Cover of the 1914 Mount David Souvenir Program outlining events celebrating the 50th anniversary of Bates College. Private collection

He recalled stump fences, a cistern near College Street where male students pumped water for use over in Parker Hall, where they all lived. The women students, behind their “heavy brick partition” were able to obtain their water from a basement pump, Chase added.

“The change from seminary to college after a long, hard struggle was effected in 1863,” Chase said. “It was a Western college in a New England environment and as such proved a serious misfit, necessitating anxious and painstaking readjustments,” some of them to accommodate Black students and women, a first for East Coast colleges.


Chase recalled hearing peers in “neighboring institutions” say he attended “a college for women and n*****s.”

“The outer world frowned upon them as freaks and anomalies,” Chase said, but “the founders of Bates were out and out believers in human equality.”

In his long address, Chase expressed no doubt about the timing of the semicentennial.

Stanton, one of the most popular men on campus since his arrival in 1864, also said nothing that anyone recorded to doubt that 1914 marked the 50th anniversary.

He gladly accepted the honor of a new elm planted on the Quad in his honor and posed in front of the new chapel, employed that year for the first time for commencement ceremonies.

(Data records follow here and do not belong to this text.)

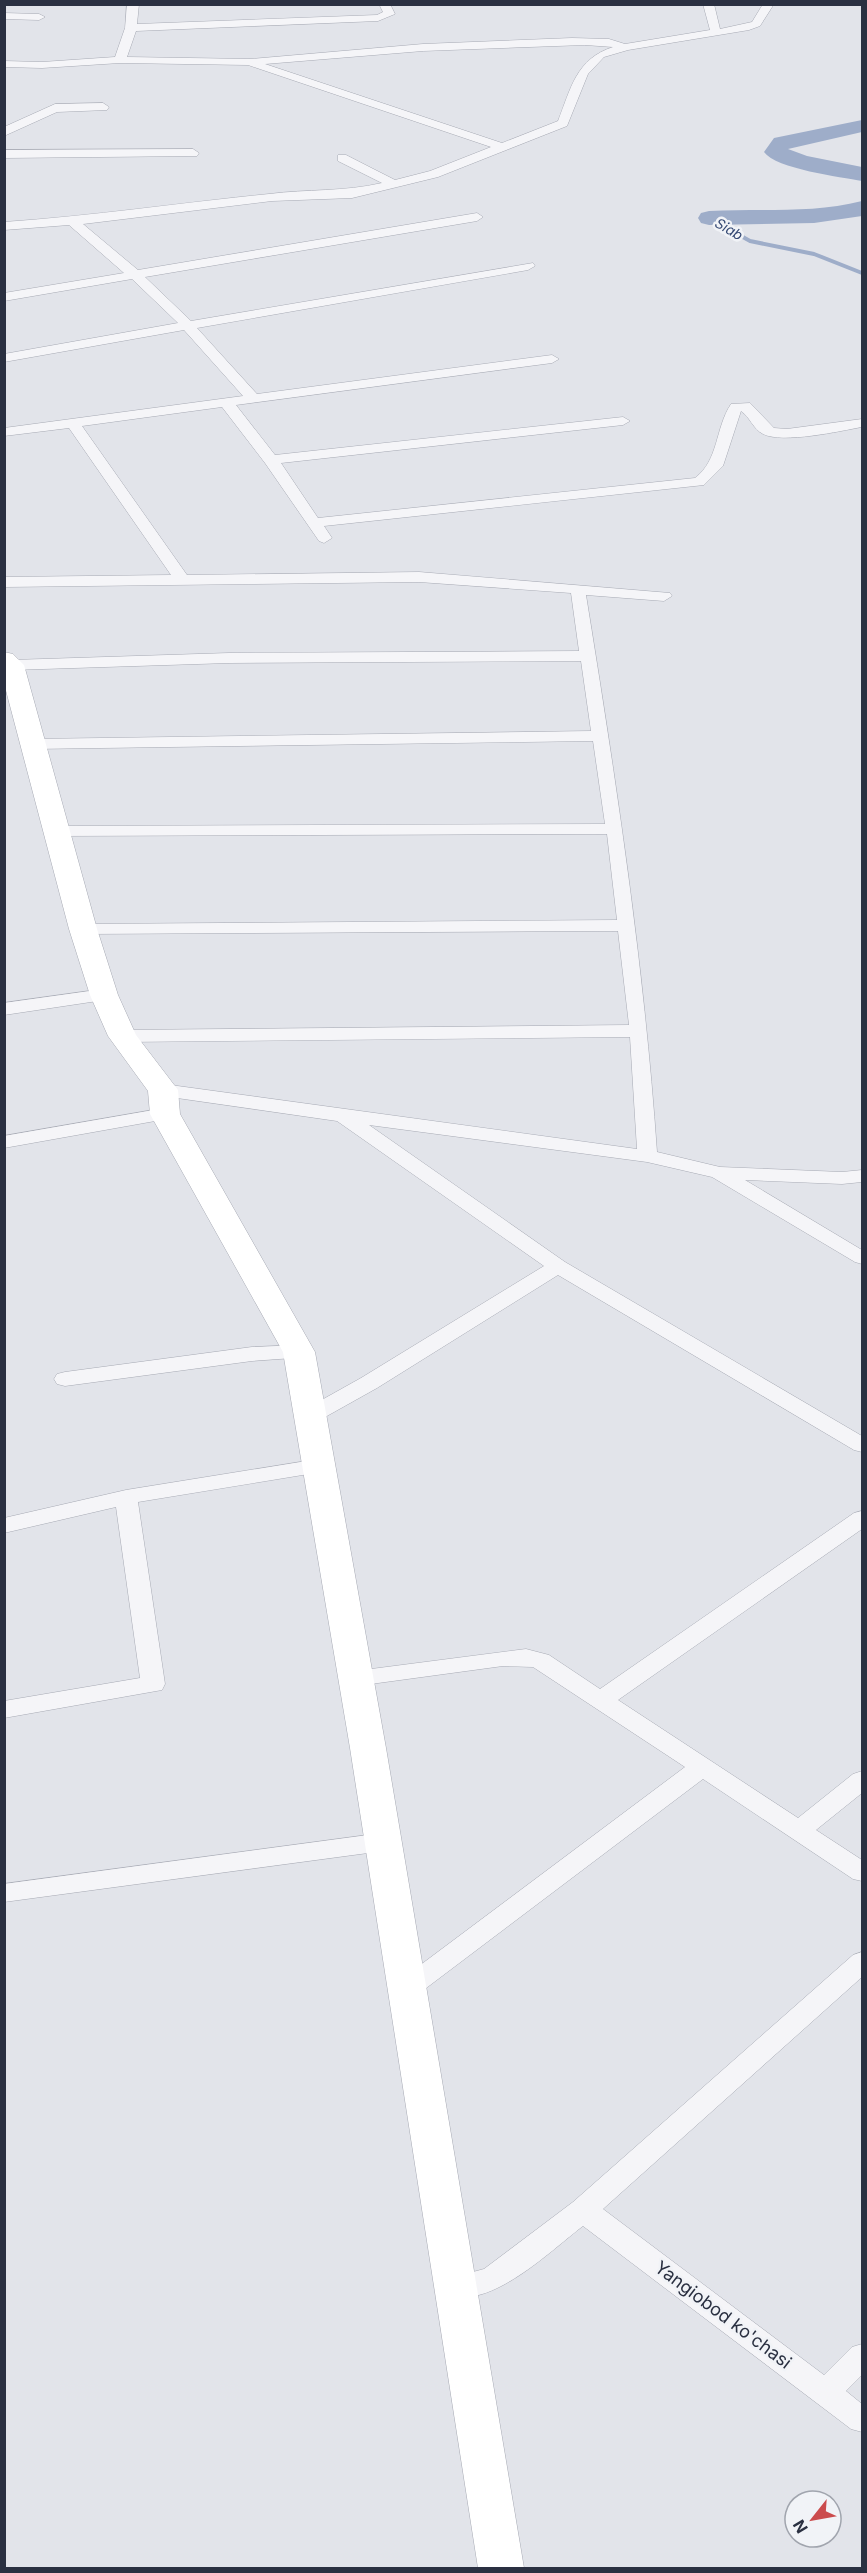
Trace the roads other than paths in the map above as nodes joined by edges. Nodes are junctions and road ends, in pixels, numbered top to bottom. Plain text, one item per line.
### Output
1 (133, 4) edge
2 (384, 4) edge
3 (708, 4) edge
4 (769, 4) edge
5 (4, 16) edge
6 (39, 17) dead end
7 (131, 28) junction
8 (716, 33) junction
9 (626, 47) junction
10 (120, 60) junction
11 (249, 62) junction
12 (4, 64) edge
13 (103, 107) dead end
14 (4, 132) edge
15 (506, 148) junction
16 (192, 153) dead end
17 (4, 154) edge
18 (342, 158) dead end
19 (392, 183) junction
20 (477, 217) dead end
21 (72, 221) junction
22 (4, 226) edge
23 (528, 266) dead end
24 (135, 275) junction
25 (4, 297) edge
26 (186, 324) junction
27 (4, 358) edge
28 (552, 359) dead end
29 (252, 397) junction
30 (225, 401) junction
31 (623, 421) dead end
32 (73, 423) junction
33 (862, 423) edge
34 (4, 432) edge
35 (271, 460) junction
36 (313, 523) junction
37 (324, 538) dead end
38 (181, 578) junction
39 (4, 582) edge
40 (578, 591) junction
41 (664, 596) dead end
42 (588, 656) junction
43 (8, 662) edge
44 (602, 736) junction
45 (33, 744) junction
46 (615, 829) junction
47 (55, 831) junction
48 (625, 925) junction
49 (83, 929) junction
50 (104, 995) junction
51 (4, 1009) edge
52 (639, 1031) junction
53 (122, 1036) junction
54 (164, 1102) junction
55 (341, 1115) junction
56 (4, 1142) edge
57 (647, 1156) junction
58 (719, 1173) junction
59 (862, 1176) edge
60 (862, 1258) edge
61 (558, 1266) junction
62 (299, 1352) junction
63 (65, 1379) dead end
64 (310, 1416) junction
65 (862, 1445) edge
66 (319, 1466) junction
67 (126, 1497) junction
68 (862, 1518) edge
69 (4, 1526) edge
70 (356, 1678) junction
71 (601, 1700) junction
72 (4, 1710) edge
73 (701, 1768) junction
74 (862, 1780) edge
75 (799, 1830) junction
76 (383, 1842) junction
77 (862, 1872) edge
78 (4, 1893) edge
79 (862, 1962) edge
80 (408, 1988) junction
81 (583, 2210) junction
82 (457, 2287) junction
83 (862, 2356) edge
84 (826, 2392) junction
85 (862, 2420) edge
86 (501, 2568) edge

1 - 7 street
2 - 7 street
3 - 8 street
4 - 8 street
5 - 6 street
7 - 10 street
8 - 9 street
9 - 11 street
9 - 15 street
10 - 11 street
10 - 12 street
11 - 15 street
13 - 14 street
15 - 19 street
16 - 17 street
18 - 19 street
19 - 21 street
20 - 24 street
21 - 22 street
21 - 24 street
23 - 26 street
24 - 25 street
24 - 26 street
26 - 27 street
26 - 29 street
28 - 29 street
29 - 30 street
30 - 32 street
30 - 35 street
31 - 35 street
32 - 34 street
32 - 38 street
33 - 36 street
35 - 36 street
36 - 37 street
38 - 39 street
38 - 40 street
40 - 41 street
40 - 42 street
42 - 43 street
42 - 44 street
43 - 45 street
44 - 45 street
44 - 46 street
45 - 47 street
46 - 47 street
46 - 48 street
47 - 49 street
48 - 49 street
48 - 52 street
49 - 50 street
50 - 51 street
50 - 53 street
52 - 53 street
52 - 57 street
53 - 54 street
54 - 55 street
54 - 56 street
54 - 62 street
55 - 57 street
55 - 61 street
57 - 58 street
58 - 59 street
58 - 60 street
61 - 64 street
61 - 65 street
62 - 63 street
62 - 64 street
64 - 66 street
66 - 67 street
66 - 70 street
67 - 69 street
67 - 72 street
68 - 71 street
70 - 71 street
70 - 76 street
71 - 73 street
73 - 75 street
73 - 80 street
74 - 75 street
75 - 77 street
76 - 78 street
76 - 80 street
79 - 81 street
80 - 82 street
81 - 82 street
81 - 84 street, Yangiobod ko'chasi
82 - 86 street
83 - 84 street
84 - 85 street, Yangiobod ko'chasi

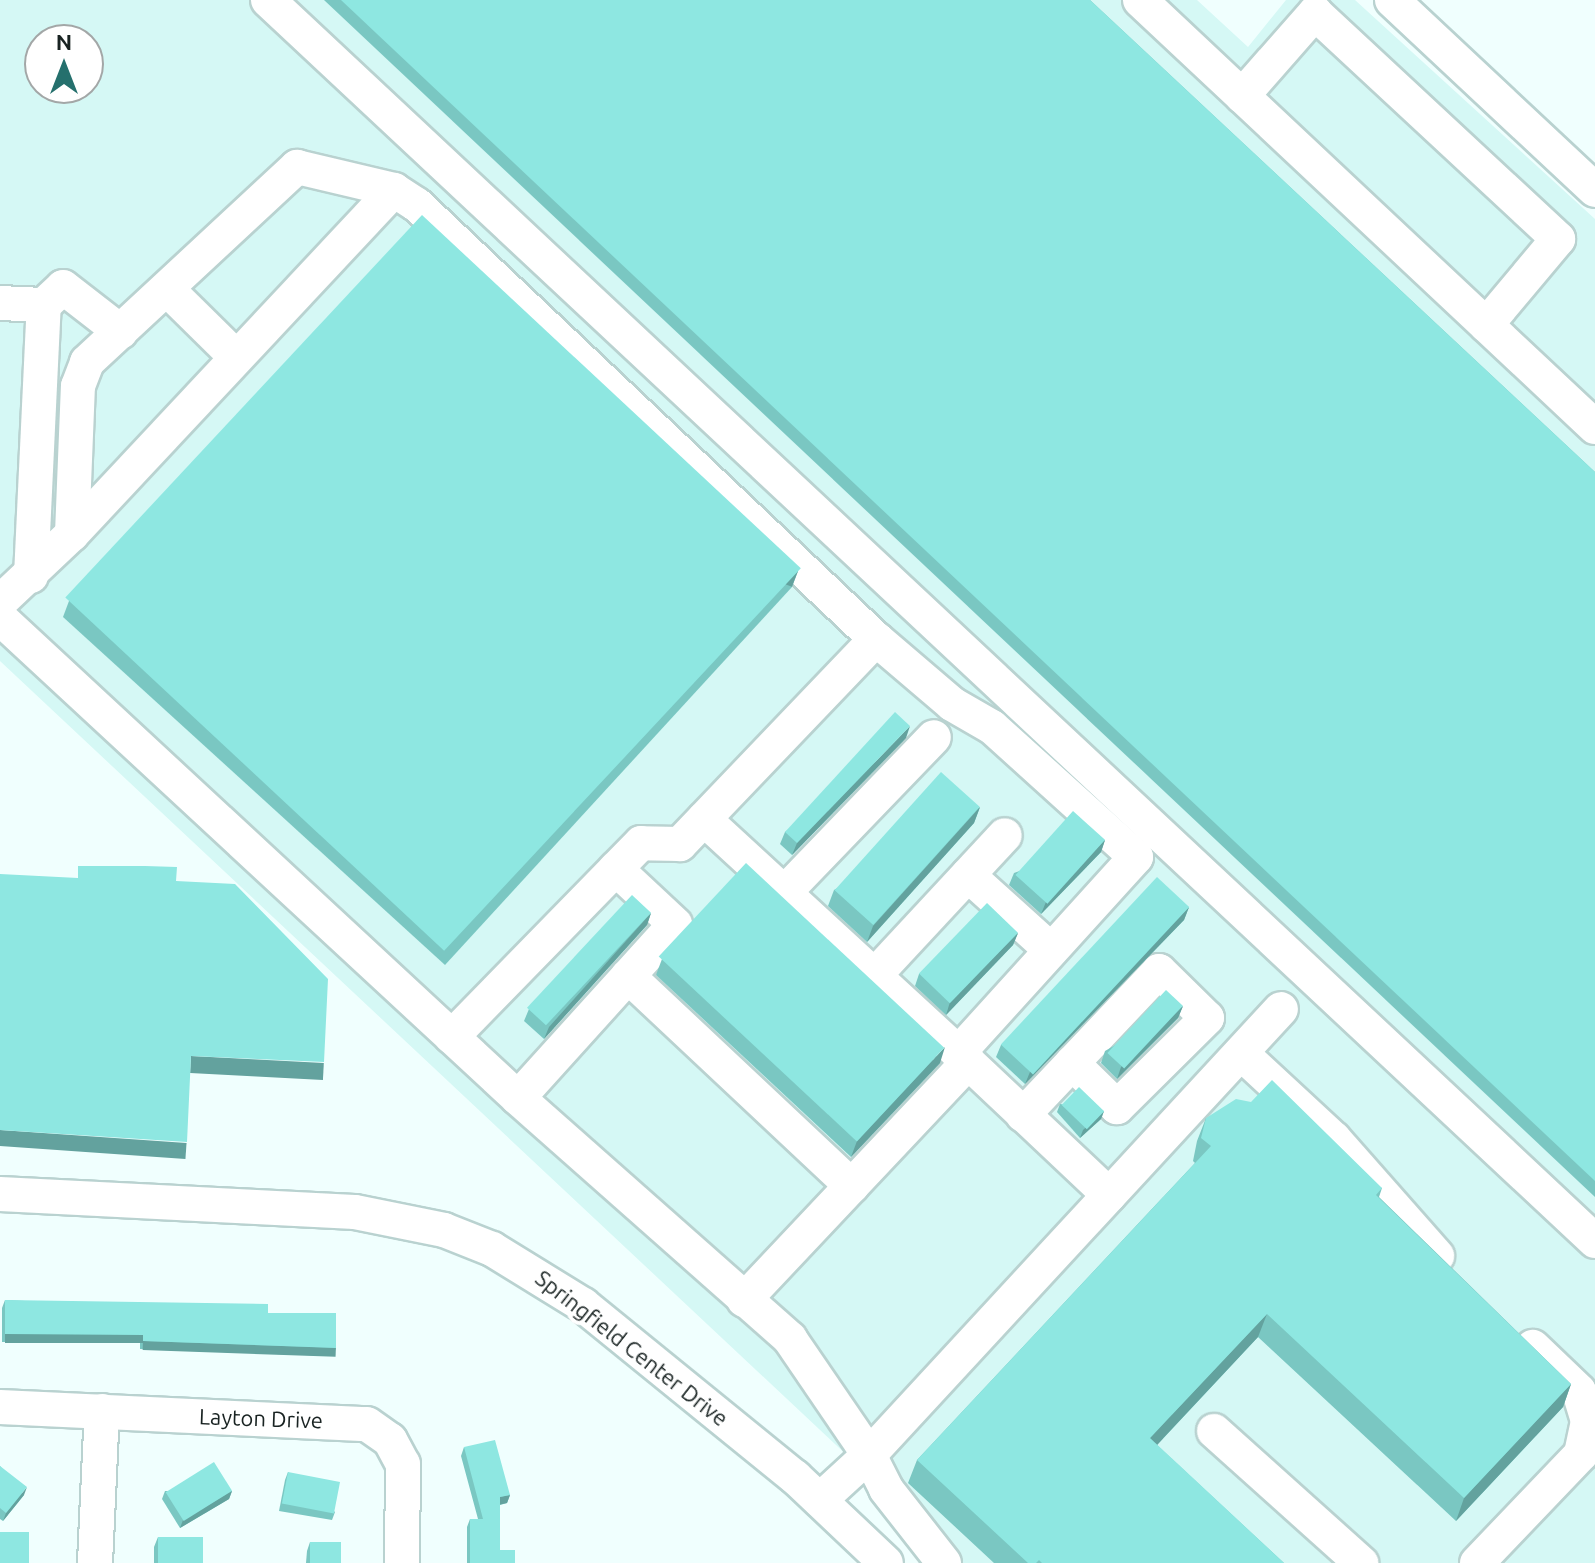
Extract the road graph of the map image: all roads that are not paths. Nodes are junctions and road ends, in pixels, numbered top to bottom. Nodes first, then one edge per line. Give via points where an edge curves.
1 (268, 0) edge
2 (1140, 0) edge
3 (1392, 0) edge
4 (1242, 96) junction
5 (394, 190) junction
6 (1595, 190) edge
7 (167, 289) junction
8 (0, 303) edge
9 (44, 305) junction
10 (1486, 325) junction
11 (121, 332) junction
12 (235, 356) junction
13 (1595, 427) edge
14 (72, 534) junction
15 (31, 576) junction
16 (0, 602) edge
17 (0, 618) edge
18 (876, 639) junction
19 (934, 737) dead end
20 (704, 819) junction
21 (1005, 835) dead end
22 (616, 869) junction
23 (968, 875) junction
24 (784, 893) junction
25 (1051, 950) junction
26 (628, 976) junction
27 (874, 976) junction
28 (1281, 1009) dead end
29 (452, 1037) junction
30 (1241, 1053) junction
31 (963, 1058) junction
32 (1072, 1063) dead end
33 (518, 1098) junction
34 (1023, 1115) junction
35 (852, 1186) junction
36 (0, 1194) edge
37 (1109, 1195) junction
38 (1595, 1241) edge
39 (1466, 1284) edge
40 (744, 1300) junction
41 (1511, 1327) edge
42 (0, 1407) edge
43 (102, 1411) junction
44 (1214, 1431) dead end
45 (869, 1455) junction
46 (820, 1500) junction
47 (95, 1563) edge
48 (402, 1563) edge
49 (886, 1563) edge
50 (944, 1563) edge
51 (1361, 1563) edge
52 (1477, 1563) edge

1 - 38 street
2 - 4 street
3 - 6 street
4 - 10 street
4 - 10 street via 1315,13 1558,239
5 - 7 street via 297,167
5 - 12 street
5 - 18 street via 428,216
7 - 11 street
7 - 12 street
8 - 9 street
9 - 11 street via 63,287
9 - 15 street
10 - 13 street
11 - 14 street via 87,362 78,386
12 - 14 street
14 - 15 street
15 - 16 street
17 - 29 street
18 - 20 street
18 - 25 street via 952,704 992,727 1136,857
19 - 24 street
20 - 22 street via 680,844 641,843
20 - 24 street
21 - 23 street
22 - 26 street via 675,924
22 - 29 street
23 - 25 street
23 - 27 street
24 - 27 street
25 - 31 street
26 - 33 street
26 - 35 street
27 - 31 street
28 - 30 street
29 - 33 street
30 - 37 street
30 - 39 street via 1334,1139 1394,1204 1409,1230
31 - 34 street
31 - 35 street
32 - 34 street
33 - 40 street
34 - 37 street
35 - 40 street
36 - 46 street, Springfield Center Drive via 355,1212 444,1230 530,1269 583,1305
37 - 45 street
40 - 45 street via 790,1339
41 - 52 street via 1579,1391 1588,1421 1581,1454
42 - 43 street, Layton Drive
43 - 47 street
43 - 48 street, Layton Drive via 353,1421 380,1430 403,1464
44 - 51 street
45 - 46 street
45 - 50 street via 886,1489
46 - 49 street, Springfield Center Drive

When Stanton appeared with his class for a bird walk, the audience burst into uproarious applause.

Over at Lewiston City Hall, students acted out scenes from the college’s history, including the plea of their predecessors to turn the seminary into a college as well as a skit about Mary Mitchell, Bates’ first woman graduate.


A watch fob from 1925 with a Bates College seal among its decoration. The seal uses 1864 as the origin of the college. Private collection

Carroll Beedy, a 1903 graduate, spoke as well.

“The two score and ten of years last passed in their relation to the college may fittingly be said to have constituted the period of her youth,” Beedy said, according to an account in the Lewiston Daily Sun. “She now enters upon the early days of middle life, a time for the most exacting yet productive labor.”

“But however great the measure of her future power, may she ‘clasp to her soul with hoops of steel’ the infallible principle that the ultimate object of all education, of all intellectual exertion, is the discovery and promulgation of truth.”

Like many things, though, truth is often in the eyes of the beholder, as the search for Bates’ beginnings makes all too clear. The facts are what they are, but what people make of them, well, that’s the unknown.

In any case, whatever the year of Bates’ founding, Cheney mentioned that “this college had a noble birth; and if in these youthful years it is entitled to any respect from an indulgent public, it owes no small part of it to the character of its childhood.”